(EXERCISE GOAL)
Your output should consist of the lines from the first line of the records below through the one with "index dip: (1083, 694)", exactly, minus the pictures.

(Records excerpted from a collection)
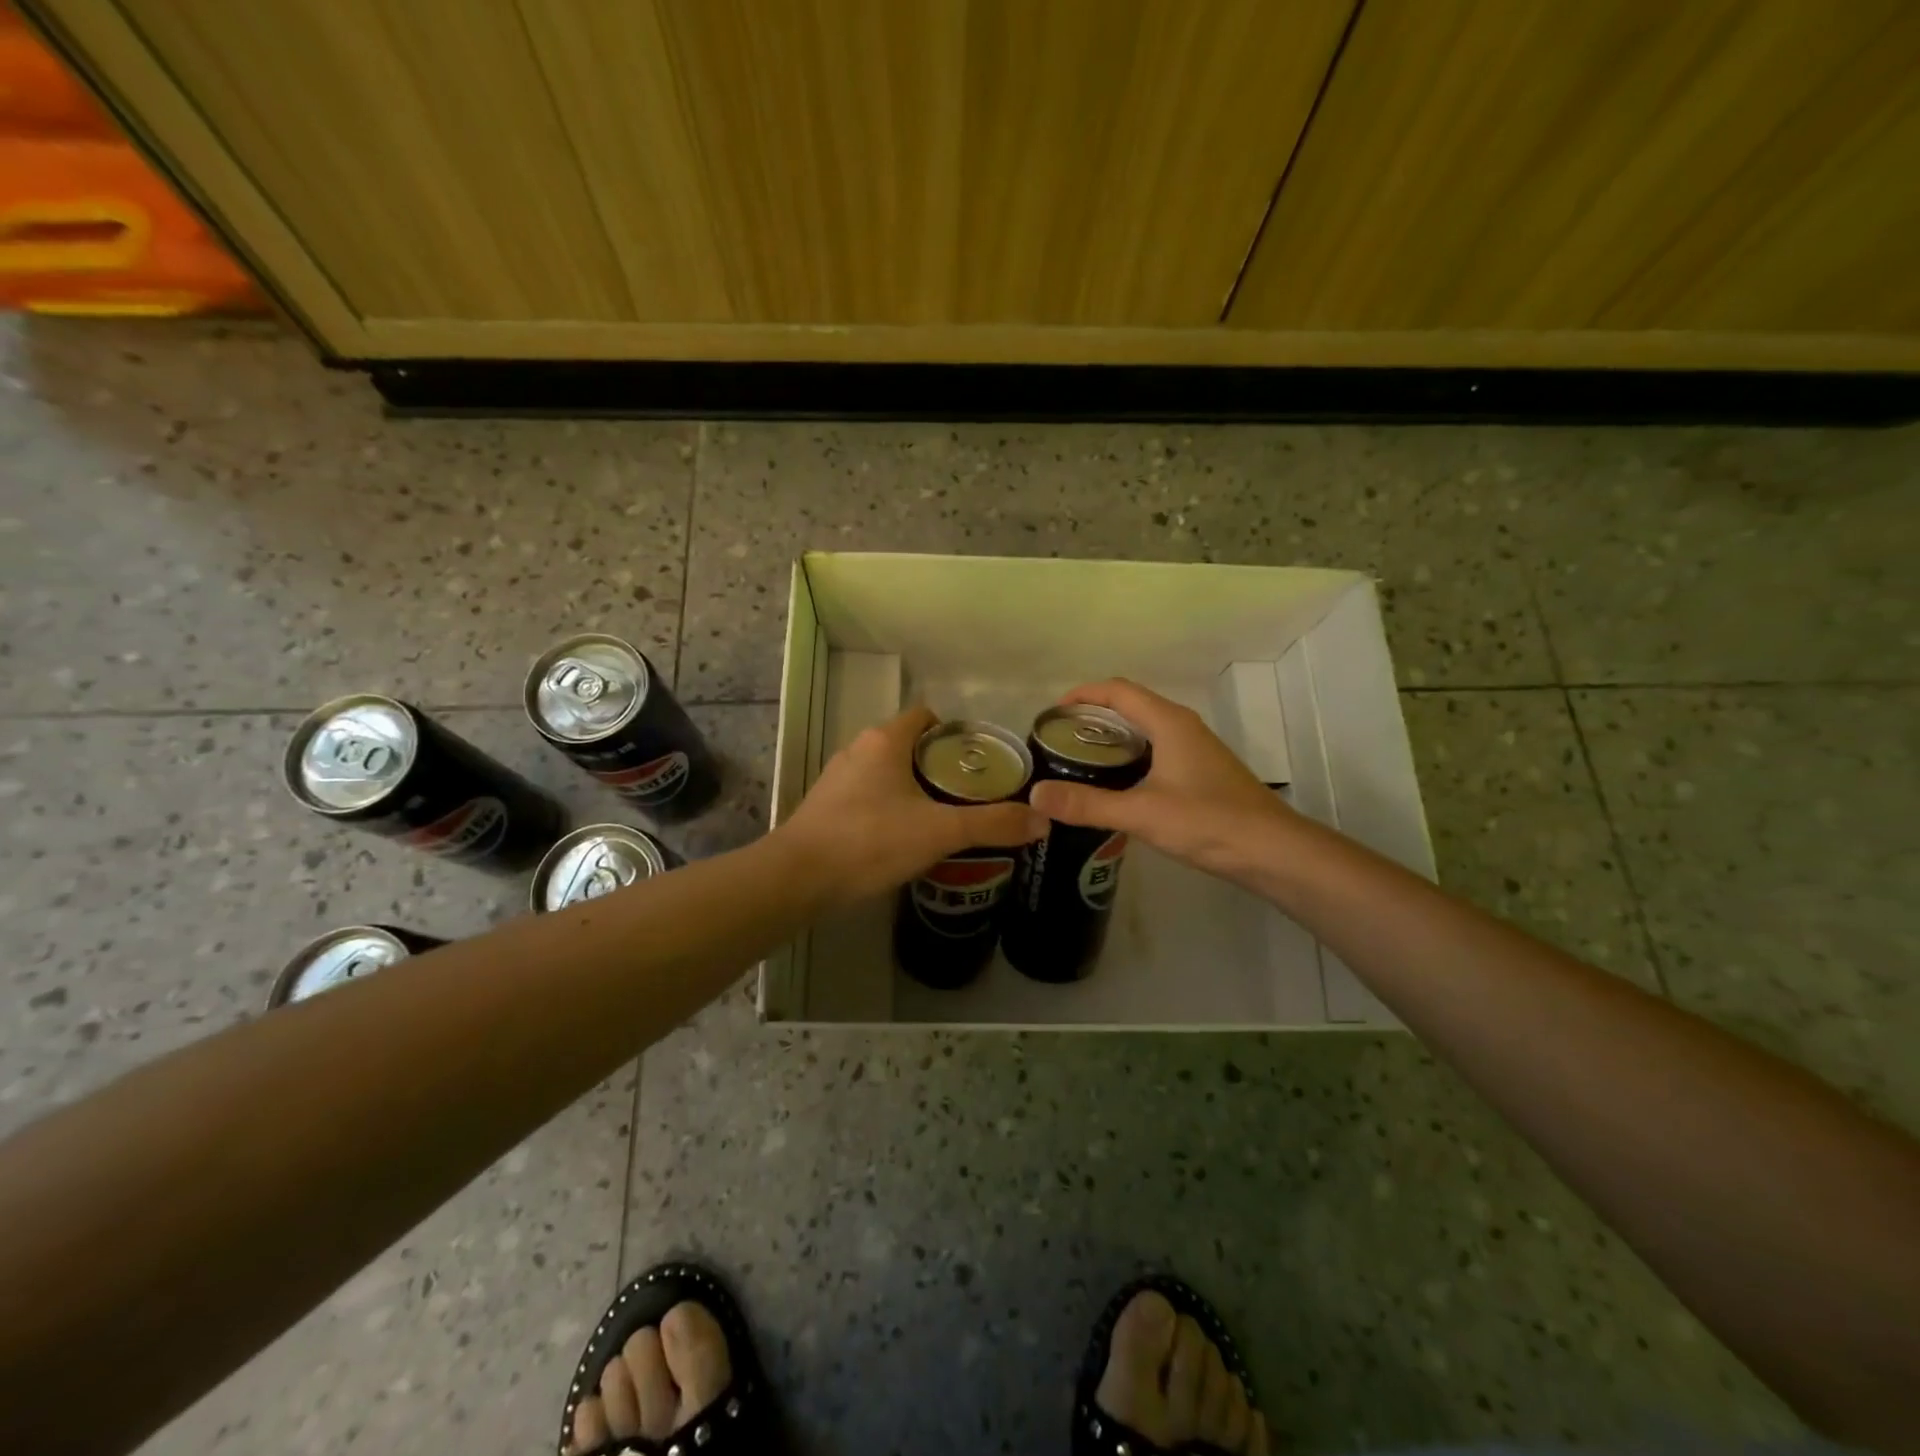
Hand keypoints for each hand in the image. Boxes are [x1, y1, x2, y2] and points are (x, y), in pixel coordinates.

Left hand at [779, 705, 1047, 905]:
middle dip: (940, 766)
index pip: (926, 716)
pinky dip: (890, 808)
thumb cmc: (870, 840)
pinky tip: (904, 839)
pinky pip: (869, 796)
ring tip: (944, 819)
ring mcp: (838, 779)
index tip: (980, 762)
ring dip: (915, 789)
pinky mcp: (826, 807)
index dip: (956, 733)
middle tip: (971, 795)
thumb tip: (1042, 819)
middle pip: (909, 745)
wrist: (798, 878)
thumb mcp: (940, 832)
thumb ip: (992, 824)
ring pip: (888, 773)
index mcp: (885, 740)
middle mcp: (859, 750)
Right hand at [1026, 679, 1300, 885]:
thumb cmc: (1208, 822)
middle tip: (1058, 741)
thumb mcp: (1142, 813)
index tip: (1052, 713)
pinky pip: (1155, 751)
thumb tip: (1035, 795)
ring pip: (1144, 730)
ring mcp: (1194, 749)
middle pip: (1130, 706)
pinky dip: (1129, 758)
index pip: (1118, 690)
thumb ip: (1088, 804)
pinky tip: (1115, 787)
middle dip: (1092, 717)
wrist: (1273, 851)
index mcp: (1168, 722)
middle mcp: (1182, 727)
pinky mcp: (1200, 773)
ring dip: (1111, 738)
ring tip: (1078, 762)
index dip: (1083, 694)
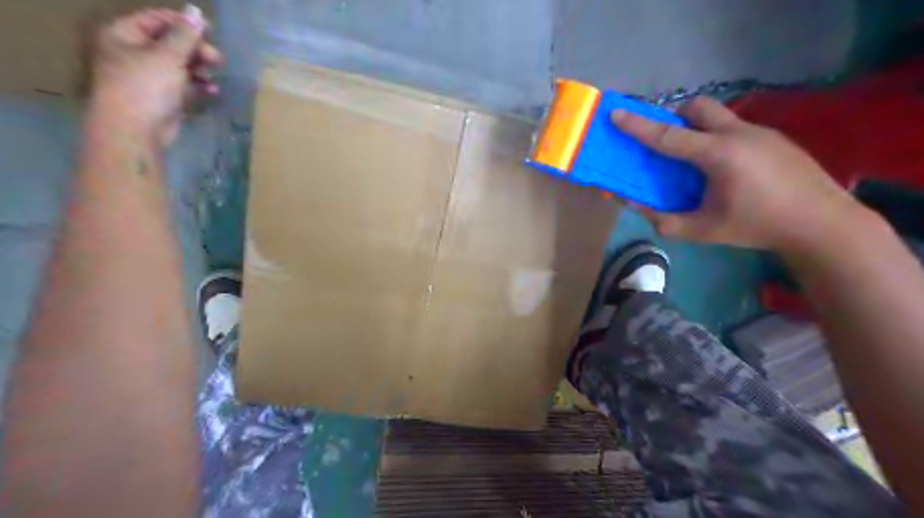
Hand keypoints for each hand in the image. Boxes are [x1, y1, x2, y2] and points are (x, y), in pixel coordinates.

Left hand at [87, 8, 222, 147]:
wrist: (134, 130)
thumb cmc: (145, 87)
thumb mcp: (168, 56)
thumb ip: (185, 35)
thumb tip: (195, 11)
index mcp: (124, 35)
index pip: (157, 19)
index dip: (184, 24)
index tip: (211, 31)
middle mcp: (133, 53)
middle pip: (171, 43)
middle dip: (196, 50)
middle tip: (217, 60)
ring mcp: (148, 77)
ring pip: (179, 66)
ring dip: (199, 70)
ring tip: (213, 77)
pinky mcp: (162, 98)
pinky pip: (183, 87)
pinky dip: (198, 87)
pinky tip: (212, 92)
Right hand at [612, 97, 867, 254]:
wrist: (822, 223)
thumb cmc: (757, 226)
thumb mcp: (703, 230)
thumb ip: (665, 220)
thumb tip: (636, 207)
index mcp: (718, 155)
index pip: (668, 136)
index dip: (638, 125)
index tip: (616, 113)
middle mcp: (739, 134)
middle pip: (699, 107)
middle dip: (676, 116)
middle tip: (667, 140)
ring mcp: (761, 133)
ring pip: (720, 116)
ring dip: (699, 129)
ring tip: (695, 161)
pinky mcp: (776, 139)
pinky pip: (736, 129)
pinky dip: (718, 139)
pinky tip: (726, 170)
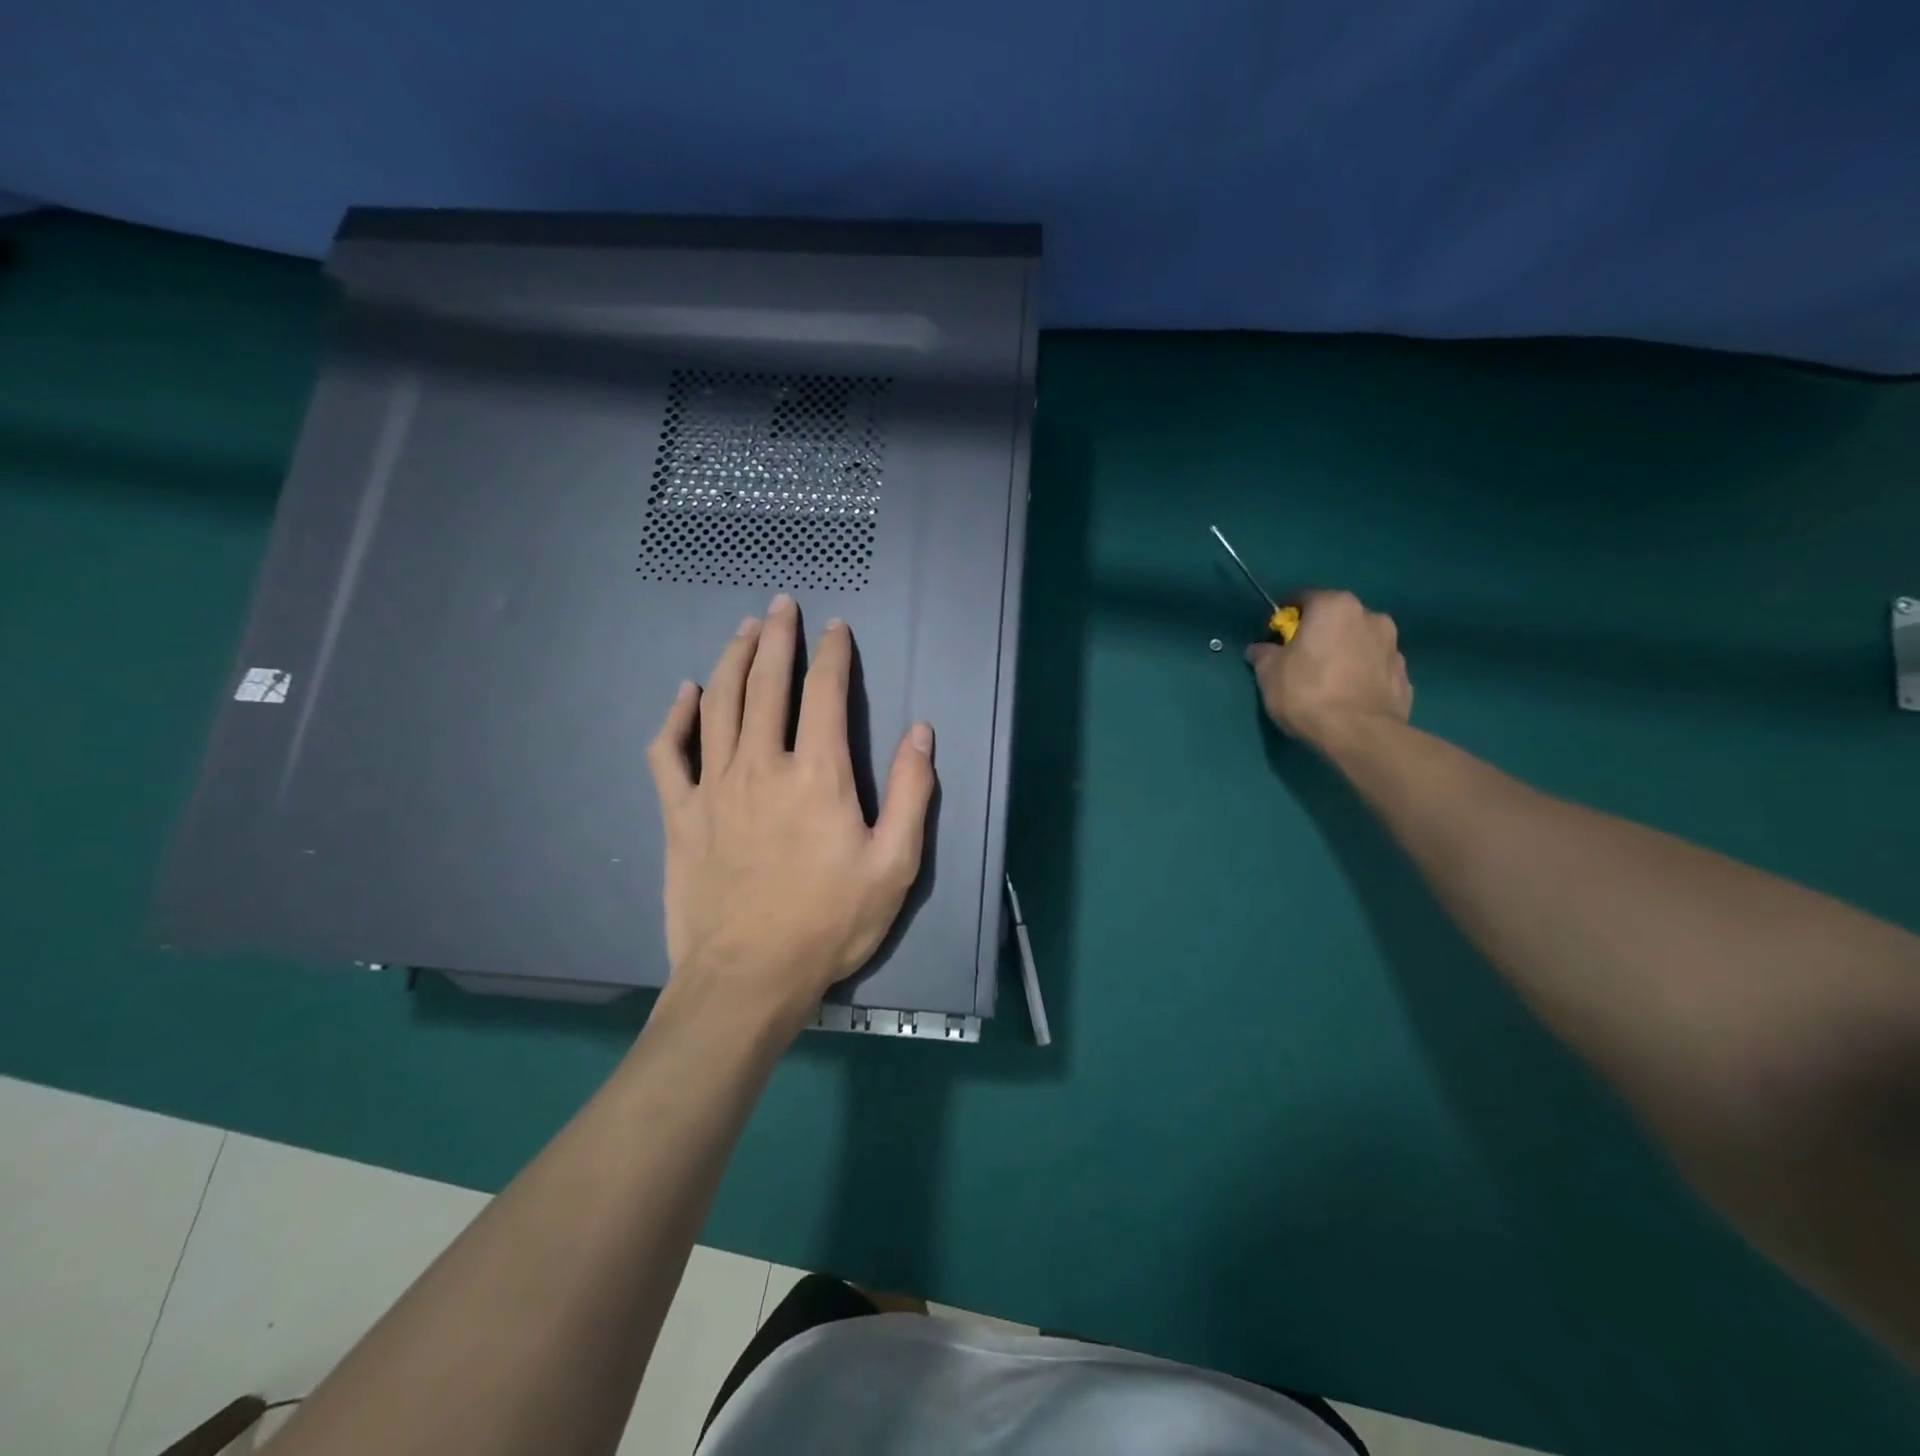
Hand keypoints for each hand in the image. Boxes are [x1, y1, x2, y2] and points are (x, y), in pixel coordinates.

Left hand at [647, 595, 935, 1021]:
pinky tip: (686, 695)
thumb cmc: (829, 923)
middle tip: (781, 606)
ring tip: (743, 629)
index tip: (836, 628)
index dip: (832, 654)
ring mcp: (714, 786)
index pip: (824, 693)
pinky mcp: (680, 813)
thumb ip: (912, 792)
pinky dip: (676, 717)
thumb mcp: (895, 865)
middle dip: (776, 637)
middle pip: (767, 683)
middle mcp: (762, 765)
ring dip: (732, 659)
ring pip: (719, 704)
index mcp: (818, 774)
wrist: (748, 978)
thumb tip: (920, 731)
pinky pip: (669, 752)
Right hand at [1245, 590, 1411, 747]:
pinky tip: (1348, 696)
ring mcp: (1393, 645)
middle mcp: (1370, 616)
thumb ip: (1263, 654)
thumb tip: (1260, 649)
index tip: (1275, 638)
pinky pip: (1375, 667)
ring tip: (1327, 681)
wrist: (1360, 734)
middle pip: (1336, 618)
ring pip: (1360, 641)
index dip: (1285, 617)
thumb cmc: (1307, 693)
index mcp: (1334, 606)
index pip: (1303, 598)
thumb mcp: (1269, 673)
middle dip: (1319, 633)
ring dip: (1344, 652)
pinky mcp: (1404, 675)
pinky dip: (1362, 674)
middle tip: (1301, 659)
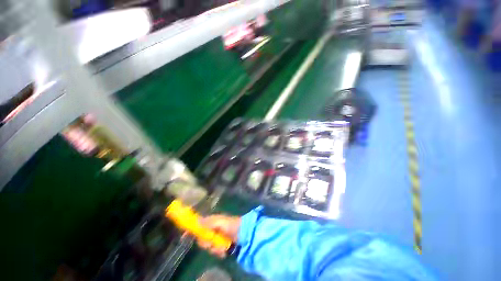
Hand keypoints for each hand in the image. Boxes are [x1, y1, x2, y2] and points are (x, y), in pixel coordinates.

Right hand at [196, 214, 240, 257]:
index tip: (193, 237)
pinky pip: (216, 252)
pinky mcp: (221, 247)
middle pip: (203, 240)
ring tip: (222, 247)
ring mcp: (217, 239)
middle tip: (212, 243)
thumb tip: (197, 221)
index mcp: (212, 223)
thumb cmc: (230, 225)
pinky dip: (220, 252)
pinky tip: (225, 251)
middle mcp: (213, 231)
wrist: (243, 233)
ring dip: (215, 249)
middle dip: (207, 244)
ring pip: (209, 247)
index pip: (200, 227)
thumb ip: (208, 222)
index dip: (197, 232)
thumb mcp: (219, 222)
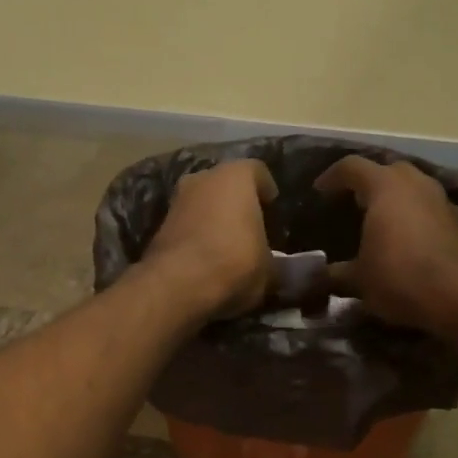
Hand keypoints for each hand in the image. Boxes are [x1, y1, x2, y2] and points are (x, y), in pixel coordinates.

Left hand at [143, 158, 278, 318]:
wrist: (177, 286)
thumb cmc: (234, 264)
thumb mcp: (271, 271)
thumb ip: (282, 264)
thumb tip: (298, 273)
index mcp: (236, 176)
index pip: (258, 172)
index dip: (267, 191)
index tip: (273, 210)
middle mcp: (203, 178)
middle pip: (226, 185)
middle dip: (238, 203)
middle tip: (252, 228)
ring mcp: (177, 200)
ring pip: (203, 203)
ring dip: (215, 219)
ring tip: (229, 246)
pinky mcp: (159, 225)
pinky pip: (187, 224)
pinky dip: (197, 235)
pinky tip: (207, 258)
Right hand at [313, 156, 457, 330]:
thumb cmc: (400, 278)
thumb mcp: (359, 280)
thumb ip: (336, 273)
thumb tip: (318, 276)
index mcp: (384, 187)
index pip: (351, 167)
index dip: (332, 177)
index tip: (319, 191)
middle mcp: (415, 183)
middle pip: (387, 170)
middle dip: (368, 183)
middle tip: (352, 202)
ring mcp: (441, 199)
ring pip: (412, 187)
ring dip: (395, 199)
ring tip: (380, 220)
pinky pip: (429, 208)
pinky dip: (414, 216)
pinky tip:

(RESPONSE BELOW)
Hand keypoints for each hand in the image. Boxes are [x1, y1, x2, y2] and points are (x, y), in pixel coordinates.

Left hand at [779, 705, 1047, 905]:
middle dip: (940, 766)
index pip: (926, 716)
pinky dip: (890, 808)
thumb cmc: (870, 840)
pinky tip: (904, 839)
pinky pip: (869, 796)
ring tip: (944, 819)
ring mcp: (838, 779)
index tip: (980, 762)
ring dip: (915, 789)
pinky mcp: (826, 807)
index dip: (956, 733)
middle tip: (971, 795)
thumb tip: (1042, 819)
middle pip: (909, 745)
wrist: (798, 878)
thumb mcp: (940, 832)
thumb ip: (992, 824)
ring pip: (888, 773)
index mcp: (885, 740)
middle mcp: (859, 750)
Right hand at [1026, 679, 1300, 885]:
thumb cmc: (1208, 822)
middle tip: (1058, 741)
thumb mcp: (1142, 813)
index tip: (1052, 713)
pinky pip: (1155, 751)
thumb tip: (1035, 795)
ring pip: (1144, 730)
ring mcp: (1194, 749)
middle pip: (1130, 706)
pinky dip: (1129, 758)
index pip: (1118, 690)
thumb ip: (1088, 804)
pinky tip: (1115, 787)
middle dip: (1092, 717)
wrist: (1273, 851)
index mcp: (1168, 722)
middle mcp: (1182, 727)
pinky mcp: (1200, 773)
ring dip: (1111, 738)
ring tip: (1078, 762)
index dip: (1083, 694)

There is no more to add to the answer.